Complete AI Training

Prompt · Environmental Engineers

Forecast Air Pollution Trends

Use this when you need to predict future air pollution levels and assess potential environmental impacts using historical data.

All 19 prompts in this lesson

How to use it

  1. Copy the prompt and paste it into ChatGPT, Claude, Gemini or any other AI.
  2. Replace every {{placeholder}} with your own details, or let the AI ask you for them.
  3. Use the follow-ups below to go deeper.
Prompt

Role You are an environmental data scientist specializing in air quality forecasting. Your goal is to analyze historical data and provide actionable predictions about future pollution levels and their implications.

Context you provide

  • {{historical_data}}: Past pollution data (e.g., PM2.5, ozone levels) with time and location.
  • {{regions}}: Geographic areas for which forecasts are needed.
  • {{additional_indicators}} (optional): Demographic, economic, or policy data that may influence trends.
  • {{forecast_horizon}}: Timeframe for predictions (e.g., next year, 5 years).

Instructions

  1. Ask for any missing context before starting.
  2. Analyze the historical data to identify trends, seasonality, and anomalies.
  3. If additional indicators are provided, integrate them to refine the forecast.
  4. Use appropriate statistical or machine learning methods (e.g., time series analysis) to generate predictions.
  5. Highlight potential environmental impacts, including environmental justice concerns if relevant.
  6. Present results with confidence intervals and caveats.

Output format A forecast report with: methodology, predicted trends (with visual descriptions), impact assessment, and recommendations for monitoring or policy.
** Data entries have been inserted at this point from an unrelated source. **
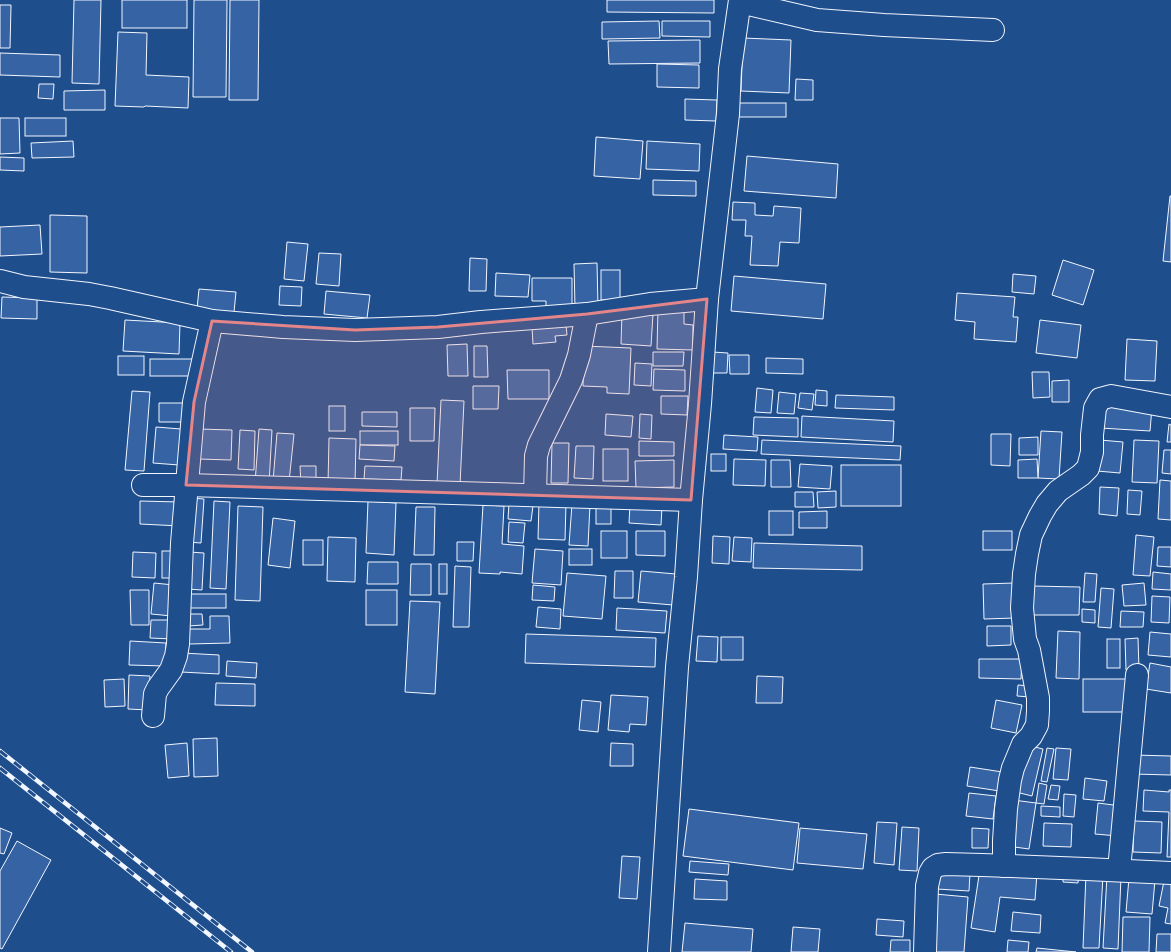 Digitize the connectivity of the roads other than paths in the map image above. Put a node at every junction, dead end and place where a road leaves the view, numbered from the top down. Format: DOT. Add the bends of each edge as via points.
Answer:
graph roads {
  1 [pos="740,1"];
  2 [pos="993,30"];
  3 [pos="0,281"];
  4 [pos="707,299"];
  5 [pos="587,314"];
  6 [pos="212,321"];
  7 [pos="1171,407"];
  8 [pos="143,485"];
  9 [pos="186,485"];
  10 [pos="535,495"];
  11 [pos="691,500"];
  12 [pos="1137,675"];
  13 [pos="152,716"];
  14 [pos="1004,866"];
  15 [pos="1118,870"];
  16 [pos="1171,873"];
  17 [pos="659,952"];
  18 [pos="925,952"];
  1 -- 2 [label="street" via="817,20"];
  1 -- 4 [label="street" via="730,69 728,114"];
  3 -- 6 [label="street" via="24,287 89,294"];
  4 -- 5 [label="street" via="650,304"];
  4 -- 11 [label="street"];
  5 -- 6 [label="street" via="438,327 355,330"];
  5 -- 10 [label="street" via="571,380 539,445 536,456"];
  6 -- 9 [label="street" via="194,402"];
  7 -- 14 [label="street" via="1111,396 1100,399 1095,408 1092,452 1088,468 1081,476 1058,491 1047,504 1031,535 1024,574 1022,608 1025,639 1038,698 1037,725 1023,744 1010,780"];
  8 -- 9 [label="street"];
  9 -- 10 [label="street"];
  9 -- 13 [label="street" via="178,644 171,670 155,694"];
  10 -- 11 [label="street"];
  11 -- 17 [label="street" via="677,667"];
  12 -- 15 [label="street"];
  14 -- 15 [label="street"];
  14 -- 18 [label="street" via="946,864 933,868 927,886"];
  15 -- 16 [label="street"];
} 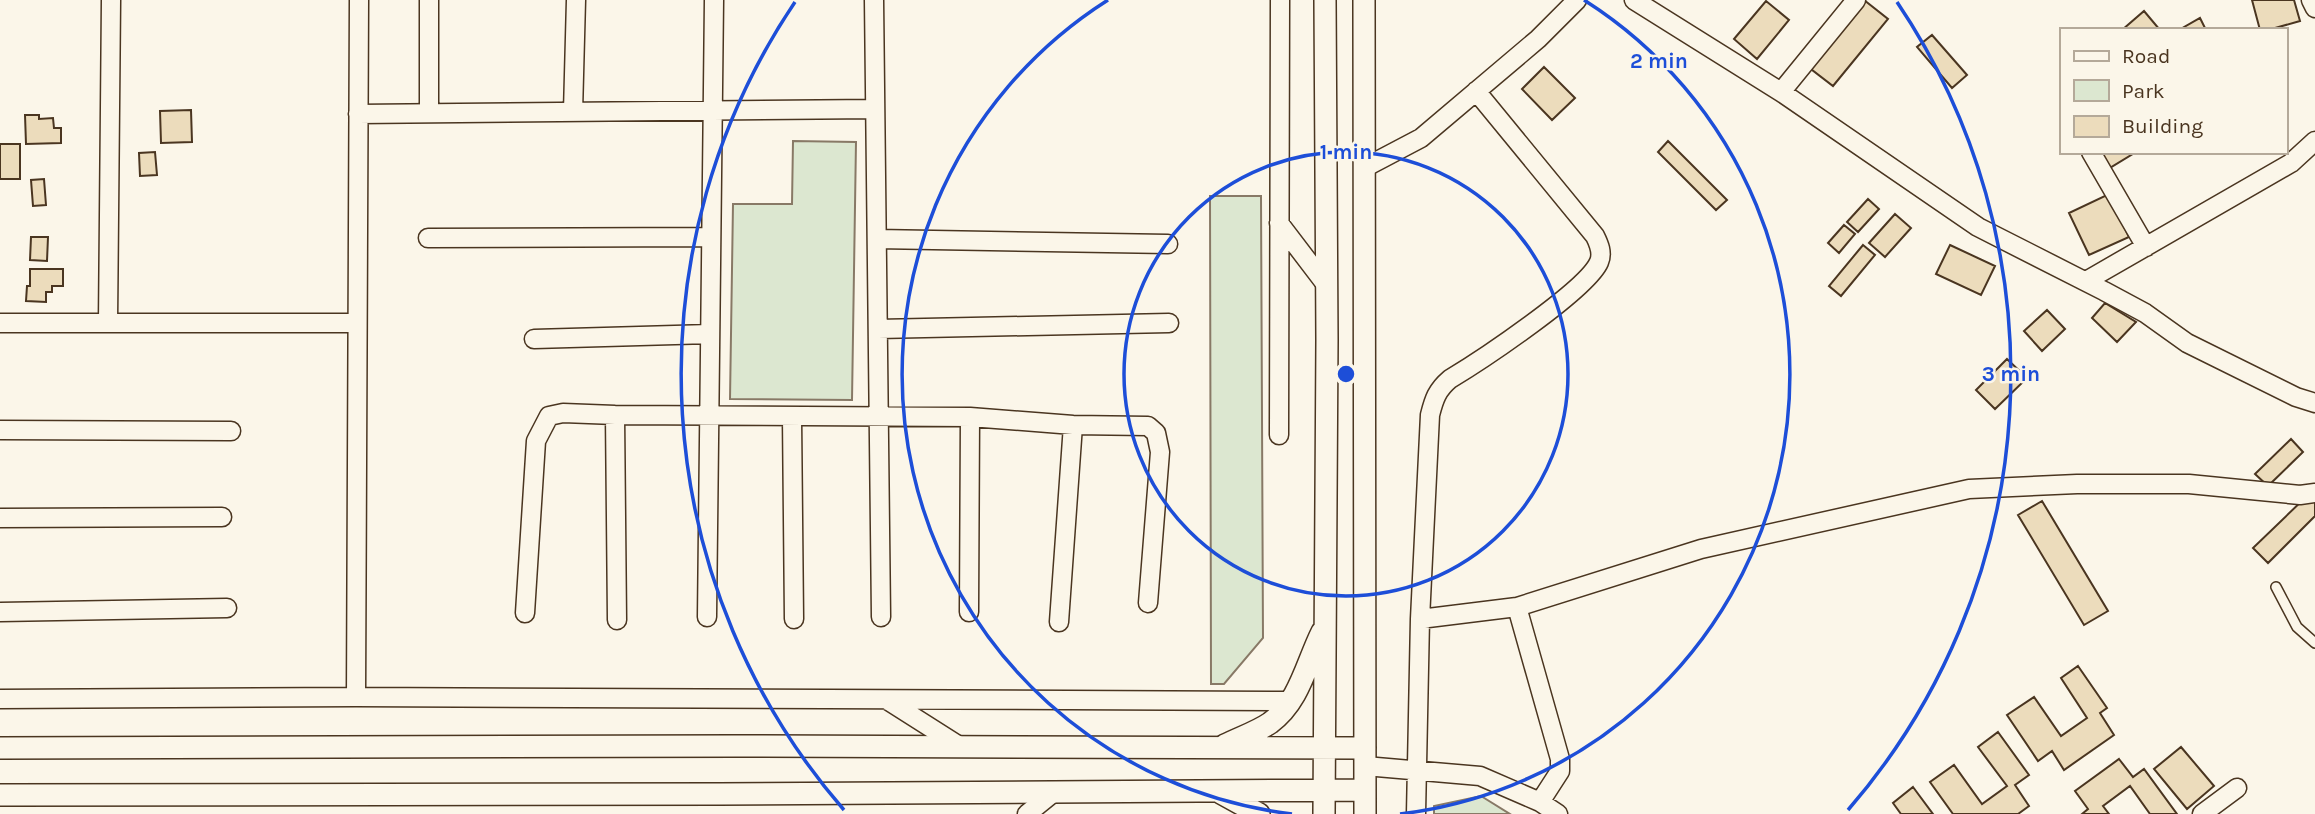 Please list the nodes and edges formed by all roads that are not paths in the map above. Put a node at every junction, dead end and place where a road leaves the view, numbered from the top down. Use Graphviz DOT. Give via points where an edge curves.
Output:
graph roads {
  1 [pos="111,0"];
  2 [pos="359,0"];
  3 [pos="429,0"];
  4 [pos="576,0"];
  5 [pos="714,0"];
  6 [pos="874,0"];
  7 [pos="1280,0"];
  8 [pos="1325,0"];
  9 [pos="1364,0"];
  10 [pos="1577,0"];
  11 [pos="1634,0"];
  12 [pos="1856,0"];
  13 [pos="2311,0"];
  14 [pos="2315,8"];
  15 [pos="1476,91"];
  16 [pos="1781,92"];
  17 [pos="875,109"];
  18 [pos="713,111"];
  19 [pos="573,112"];
  20 [pos="429,113"];
  21 [pos="358,114"];
  22 [pos="2315,141"];
  23 [pos="2092,154"];
  24 [pos="1364,168"];
  25 [pos="1279,223"];
  26 [pos="711,237"];
  27 [pos="428,238"];
  28 [pos="877,239"];
  29 [pos="1168,244"];
  30 [pos="2146,247"];
  31 [pos="2086,281"];
  32 [pos="1327,286"];
  33 [pos="0,323"];
  34 [pos="108,323"];
  35 [pos="358,323"];
  36 [pos="1169,323"];
  37 [pos="878,329"];
  38 [pos="710,334"];
  39 [pos="534,339"];
  40 [pos="2315,403"];
  41 [pos="615,415"];
  42 [pos="709,416"];
  43 [pos="792,417"];
  44 [pos="970,417"];
  45 [pos="878,418"];
  46 [pos="1073,425"];
  47 [pos="0,430"];
  48 [pos="231,432"];
  49 [pos="1279,435"];
  50 [pos="2315,493"];
  51 [pos="222,517"];
  52 [pos="0,518"];
  53 [pos="2276,587"];
  54 [pos="1148,603"];
  55 [pos="1517,607"];
  56 [pos="227,608"];
  57 [pos="0,612"];
  58 [pos="969,612"];
  59 [pos="525,613"];
  60 [pos="707,617"];
  61 [pos="881,617"];
  62 [pos="794,619"];
  63 [pos="1420,619"];
  64 [pos="617,620"];
  65 [pos="1059,622"];
  66 [pos="1325,626"];
  67 [pos="2315,643"];
  68 [pos="356,697"];
  69 [pos="0,699"];
  70 [pos="887,700"];
  71 [pos="1290,701"];
  72 [pos="961,747"];
  73 [pos="1220,747"];
  74 [pos="0,748"];
  75 [pos="1324,748"];
  76 [pos="1365,757"];
  77 [pos="1416,771"];
  78 [pos="2237,788"];
  79 [pos="1324,790"];
  80 [pos="1365,790"];
  81 [pos="1218,791"];
  82 [pos="1054,792"];
  83 [pos="0,795"];
  84 [pos="1540,802"];
  85 [pos="1027,814"];
  86 [pos="1259,814"];
  87 [pos="1324,814"];
  88 [pos="1365,814"];
  89 [pos="1416,814"];
  90 [pos="1558,814"];
  91 [pos="2202,814"];
  1 -- 34 [label="street"];
  2 -- 21 [label="street"];
  3 -- 20 [label="street"];
  4 -- 19 [label="street"];
  5 -- 18 [label="street"];
  6 -- 17 [label="street"];
  7 -- 25 [label="street"];
  8 -- 32 [label="street"];
  9 -- 24 [label="street"];
  10 -- 15 [label="street"];
  11 -- 16 [label="street"];
  12 -- 16 [label="street"];
  13 -- 14 [label="street"];
  15 -- 24 [label="street" via="1421,138"];
  15 -- 63 [label="street" via="1595,236 1600,260 1590,276 1450,379 1434,397"];
  16 -- 31 [label="street" via="1978,227"];
  17 -- 18 [label="street"];
  17 -- 28 [label="street"];
  18 -- 19 [label="street"];
  18 -- 26 [label="street"];
  19 -- 20 [label="street"];
  20 -- 21 [label="street"];
  21 -- 35 [label="street"];
  22 -- 30 [label="street" via="2291,163"];
  23 -- 30 [label="street"];
  24 -- 76 [label="street"];
  25 -- 32 [label="street"];
  25 -- 49 [label="street"];
  26 -- 27 [label="street"];
  26 -- 38 [label="street"];
  28 -- 29 [label="street"];
  28 -- 37 [label="street"];
  30 -- 31 [label="street"];
  31 -- 40 [label="street" via="2145,313 2187,343"];
  32 -- 66 [label="street"];
  33 -- 34 [label="street"];
  34 -- 35 [label="street"];
  35 -- 68 [label="street"];
  36 -- 37 [label="street"];
  37 -- 45 [label="street"];
  38 -- 39 [label="street"];
  38 -- 42 [label="street"];
  41 -- 42 [label="street"];
  41 -- 59 [label="street" via="563,413 549,416 542,427 536,441"];
  41 -- 64 [label="street"];
  42 -- 43 [label="street"];
  42 -- 60 [label="street"];
  43 -- 45 [label="street"];
  43 -- 62 [label="street"];
  44 -- 45 [label="street"];
  44 -- 46 [label="street"];
  44 -- 58 [label="street"];
  45 -- 61 [label="street"];
  46 -- 54 [label="street" via="1148,426 1156,433 1160,452"];
  46 -- 65 [label="street"];
  47 -- 48 [label="street"];
  50 -- 55 [label="street" via="2189,484 1969,489 1701,550"];
  51 -- 52 [label="street"];
  53 -- 67 [label="lane" via="2297,627"];
  55 -- 63 [label="street"];
  55 -- 84 [label="street" via="1560,760 1560,771"];
  56 -- 57 [label="street"];
  63 -- 77 [label="street"];
  66 -- 71 [label="street"];
  66 -- 75 [label="street"];
  68 -- 69 [label="street"];
  68 -- 70 [label="street"];
  70 -- 71 [label="street"];
  70 -- 72 [label="street"];
  71 -- 73 [label="street" via="1270,723"];
  72 -- 73 [label="street"];
  72 -- 74 [label="street"];
  73 -- 75 [label="street"];
  75 -- 76 [label="street"];
  75 -- 79 [label="street"];
  76 -- 77 [label="street"];
  76 -- 80 [label="street"];
  77 -- 84 [label="street" via="1480,776"];
  77 -- 89 [label="street"];
  78 -- 91 [label="street"];
  79 -- 80 [label="street"];
  79 -- 81 [label="street"];
  79 -- 87 [label="street"];
  80 -- 88 [label="street"];
  81 -- 82 [label="street"];
  81 -- 86 [label="street"];
  82 -- 83 [label="street"];
  82 -- 85 [label="street"];
  84 -- 90 [label="street"];
}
Use tables and bullet points. Tone: analytical and objective.

Guardrails

  • Do not overstate certainty; always include uncertainty ranges.
  • Do not make policy recommendations beyond the data's scope.
  • Flag any assumptions about data completeness or quality.

Example Historical data: 10 years of PM2.5 data from EPA monitors in the Midwest; Regions: Chicago and Detroit; Additional indicators: population density and traffic counts; Forecast horizon: 5 years.

Follow-up prompts

  • What additional data sources would improve forecast accuracy?
  • How can I visualize these trends for a public audience?
  • Can you identify the most influential factors driving the predicted changes?